Nella sentenza, la Corte ricorda che il solo presupposto necessario per qualificare un'operazione «a titolo oneroso», ai sensi dell'art. 2 della sesta direttiva, è l'esistenza di nesso diretto tra la cessione di beni o la prestazione di servizi e il corrispettivo effettivamente percepito dal soggetto passivo, mentre è irrilevante la circostanza che tale operazione sia effettuata a un prezzo superiore o inferiore al prezzo di costo. Pertanto, qualora un corrispettivo sia stato concordato ed effettivamente versato al fornitore in contropartita della cessione o prestazione, l'operazione si qualifica a titolo oneroso anche nel caso in cui sia effettuata tra soggetti collegati e il corrispettivo pattuito sia manifestamente inferiore al prezzo normale di mercato; in tal caso, la base imponibile è rappresentata dal corrispettivo, secondo la regola generale dell'art. 11, parte A, n. 1, lett. a), della sesta direttiva. Come ripetutamente dichiarato dalla Corte, il corrispettivo pattuito costituisce il valore soggettivo, ossia realmente percepito, e non un valore stimato secondo criteri oggettivi. La normativa comunitaria prevede che gli stati membri possano essere autorizzati a derogare alle regole generali, purché tali deroghe siano conformi agli scopi indicati dall'art. 27 della sesta direttiva e siano state notificate alla Commissione e autorizzate dal Consiglio. Inquadrato così il contesto generale, la Corte osserva che la norma spagnola costituisce una deroga alla regola della sesta direttiva ed è stata introdotta successivamente alla direttiva stessa, senza che fosse stata negoziata all'atto dell'adesione della Spagna all'Ue, né autorizzata con il procedimento dell'art. 27, e ciò è sufficiente a ritenere che essa non poteva applicata dallo stato membro e opposta al contribuente.

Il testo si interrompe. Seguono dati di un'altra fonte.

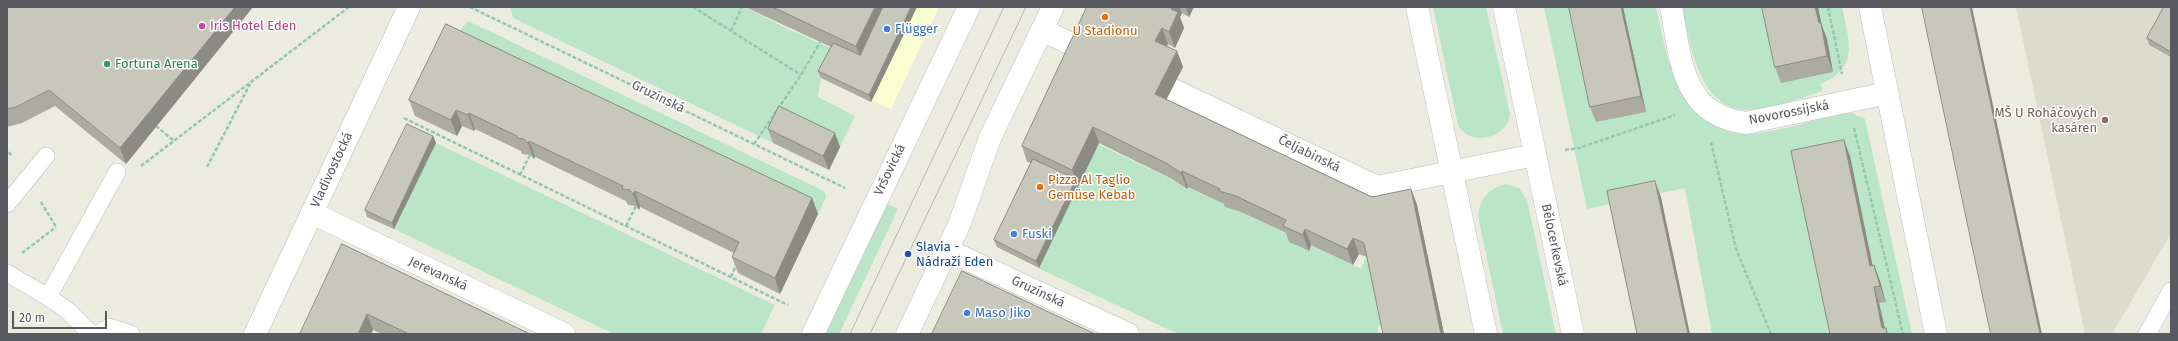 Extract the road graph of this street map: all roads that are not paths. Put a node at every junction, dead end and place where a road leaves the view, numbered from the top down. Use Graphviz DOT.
graph roads {
  1 [pos="409,7"];
  2 [pos="969,7"];
  3 [pos="1053,7"];
  4 [pos="1417,7"];
  5 [pos="1504,7"];
  6 [pos="1671,7"];
  7 [pos="1870,7"];
  8 [pos="1042,30"];
  9 [pos="1080,48"];
  10 [pos="1171,89"];
  11 [pos="1887,93"];
  12 [pos="1535,155"];
  13 [pos="46,156"];
  14 [pos="117,172"];
  15 [pos="1453,173"];
  16 [pos="7,204"];
  17 [pos="312,213"];
  18 [pos="947,250"];
  19 [pos="7,273"];
  20 [pos="2171,291"];
  21 [pos="48,297"];
  22 [pos="91,334"];
  23 [pos="98,334"];
  24 [pos="131,334"];
  25 [pos="255,334"];
  26 [pos="564,334"];
  27 [pos="812,334"];
  28 [pos="907,334"];
  29 [pos="1128,334"];
  30 [pos="1486,334"];
  31 [pos="1573,334"];
  32 [pos="1936,334"];
  33 [pos="2147,334"];
  1 -- 17 [label="street, Vladivostocká"];
  2 -- 27 [label="street, Vršovická"];
  3 -- 8 [label="street"];
  4 -- 15 [label="street"];
  5 -- 12 [label="street, Bělocerkevská"];
  6 -- 11 [label="street, Novorossijská"];
  7 -- 11 [label="street"];
  8 -- 9 [label="street"];
  8 -- 18 [label="street"];
  10 -- 15 [label="street, Čeljabinská"];
  11 -- 32 [label="street"];
  12 -- 15 [label="street"];
  12 -- 31 [label="street, Bělocerkevská"];
  13 -- 16 [label="lane"];
  14 -- 21 [label="lane"];
  15 -- 30 [label="street"];
  17 -- 25 [label="street, Vladivostocká"];
  17 -- 26 [label="street, Jerevanská"];
  18 -- 28 [label="street"];
  18 -- 29 [label="street, Gruzínská"];
  19 -- 21 [label="lane"];
  20 -- 33 [label="lane"];
  21 -- 22 [label="lane"];
  23 -- 24 [label="lane"];
}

In relazione al fatto che la Spagna, insorta la controversia, abbia notificato all'Ue l'adozione della disposizione derogatoria, la sentenza osserva che, in effetti, la Corte ha dichiarato che una notificazione tardiva non può comportare le stesse conseguenze di una mancata notifica. Questa dichiarazione, però, si riferiva a una situazione di deroga rientrante nel n. 5 dell'art. 27 della sesta direttiva, diversa dalla situazione rientrante nel punto 1; inoltre, la notificazione tardiva, in quel caso, era comunque avvenuta prima dei fatti che avevano dato luogo alla controversia.

Infine, quanto alla circostanza che, con l'entrata in vigore della direttiva n. 69 del 2006, agli stati membri è consentito, senza necessità di autorizzazione preventiva, al fine di prevenire la frode o l'evasione fiscale, di adottare misure affinché la base imponibile sia costituita dal valore normale dell'operazione in determinate situazioni, in specie qualora vi sia un collegamento tra i soggetti che vi partecipano, tale circostanza è irrilevante perché, all'epoca dei fatti, la sesta direttiva non permetteva una tale facoltà senza il ricorso alla procedura di autorizzazione dell'art. 27.